The Rest of the Continent
While Argentina, Brazil and Venezuela make up three of the continent’s most populous and economically powerful nations, a quick glance at the rest of the region reveals a continuation of the left turn. Evo Morales – one of the most revolutionary of South America’s leaders – is still going strong in Bolivia. In Uruguay, Tabare Vazquez was recently re-elected to a second stint as president after his popular predecessor Jose Mujica left office. He looks set to continue the socialist policies that made his party the first ever to win power in the country from outside the traditional two centrist parties. Despite some turbulent periods Rafael Correa shows no sign of falling in Ecuador, and in Chile, traditionally one of the least left-wing countries in Latin America Michelle Bachelet – the daughter of a dissident and the survivor of a period of imprisonment during Pinochet’s infamous and brutal military junta – was elected as head of a socialist government last year. A left left-wing government remains in power in Peru, leaving only Colombia, Paraguay and now Argentina controlled by centrist or right-wing governments.
The Left Turn Continues
Far from being over, the left turn in South America continues to be the prevailing political feature despite recent setbacks. South America’s history is defined by outsiders taking the continent’s wealth and resources aided by local elites who grow rich through participating in the process.
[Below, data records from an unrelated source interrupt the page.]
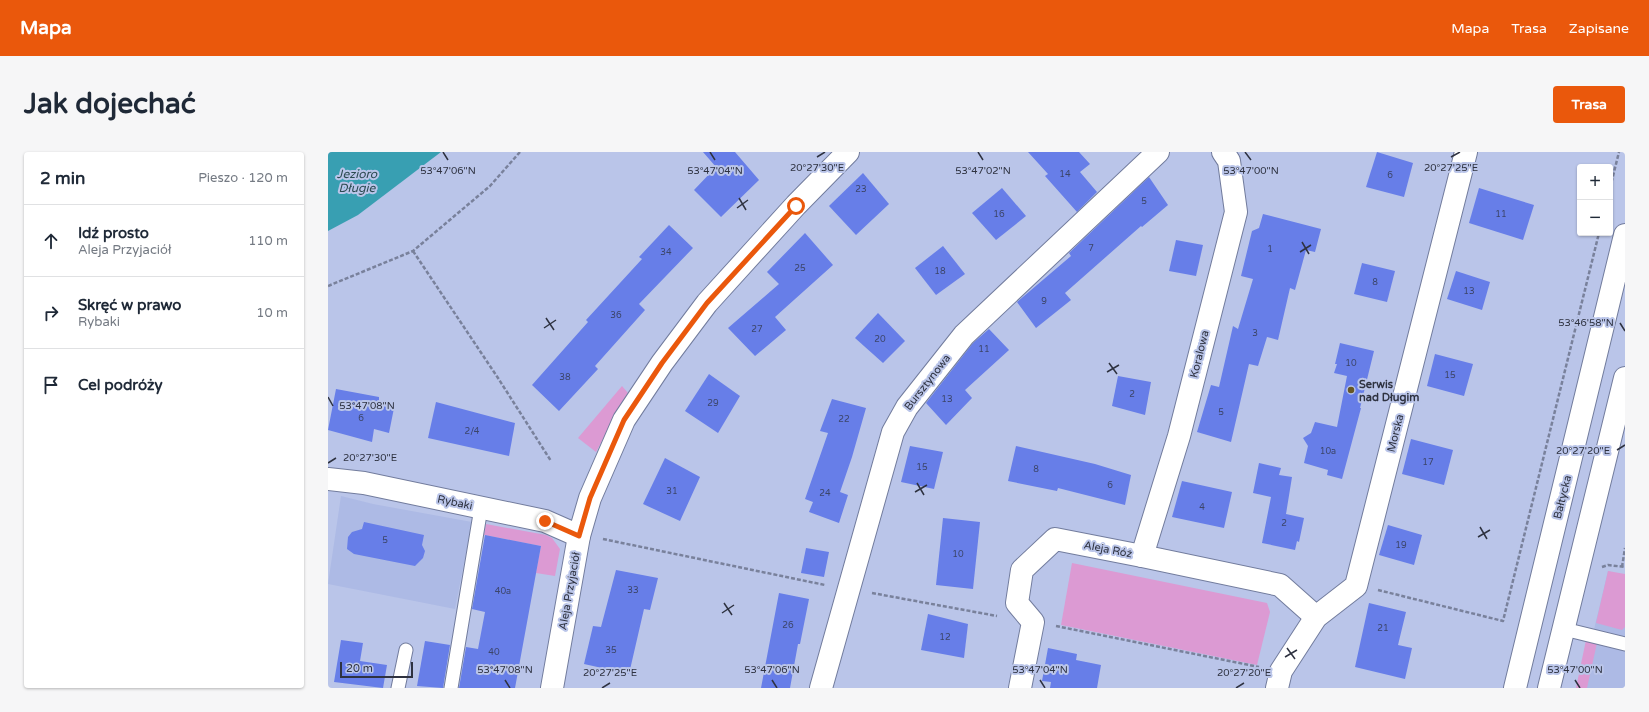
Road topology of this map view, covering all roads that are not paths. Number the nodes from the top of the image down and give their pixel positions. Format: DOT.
graph roads {
  1 [pos="848,152"];
  2 [pos="1158,152"];
  3 [pos="1224,152"];
  4 [pos="1466,152"];
  5 [pos="1625,235"];
  6 [pos="1625,378"];
  7 [pos="328,479"];
  8 [pos="481,508"];
  9 [pos="588,537"];
  10 [pos="1142,556"];
  11 [pos="1316,617"];
  12 [pos="1564,629"];
  13 [pos="1625,644"];
  14 [pos="406,650"];
  15 [pos="1279,679"];
  16 [pos="398,688"];
  17 [pos="451,688"];
  18 [pos="552,688"];
  19 [pos="821,688"];
  20 [pos="1020,688"];
  21 [pos="1515,688"];
  22 [pos="1549,688"];
  1 -- 9 [label="street, Aleja Przyjaciół"];
  2 -- 19 [label="street, Bursztynowa"];
  3 -- 10 [label="street, Koralowa"];
  4 -- 11 [label="street, Morska"];
  5 -- 21 [label="street, Bałtycka"];
  6 -- 12 [label="street"];
  7 -- 8 [label="street, Rybaki"];
  8 -- 9 [label="street, Rybaki"];
  8 -- 17 [label="lane"];
  9 -- 18 [label="street, Aleja Przyjaciół"];
  10 -- 11 [label="street, Aleja Róż"];
  10 -- 20 [label="street, Aleja Róż"];
  11 -- 15 [label="street, Morska"];
  12 -- 13 [label="lane"];
  12 -- 22 [label="street"];
  14 -- 16 [label="lane"];
}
When the neo-liberal policies of the 1990s failed to bring about the promised rise in living standards (while allowing multinational companies to grow rich and extract the continent’s resources), long held ideas such as neo-colonialism and the theory of dependency found expression at the ballet box. While often dismissed as popularism, the socialist governments of the left turn are a result of this discontent, and for a large amount of South America’s population the results have been concrete improvements in their lives and prospects. While undeniably suffering from problems, such as the prevalent corruption and the social legacy left over from the region’s colonial past, the left turn will continue as long as the alternative is a return to the ‘sensible’ economics that see outsiders benefit from the resources and hard-work of ordinary South Americans.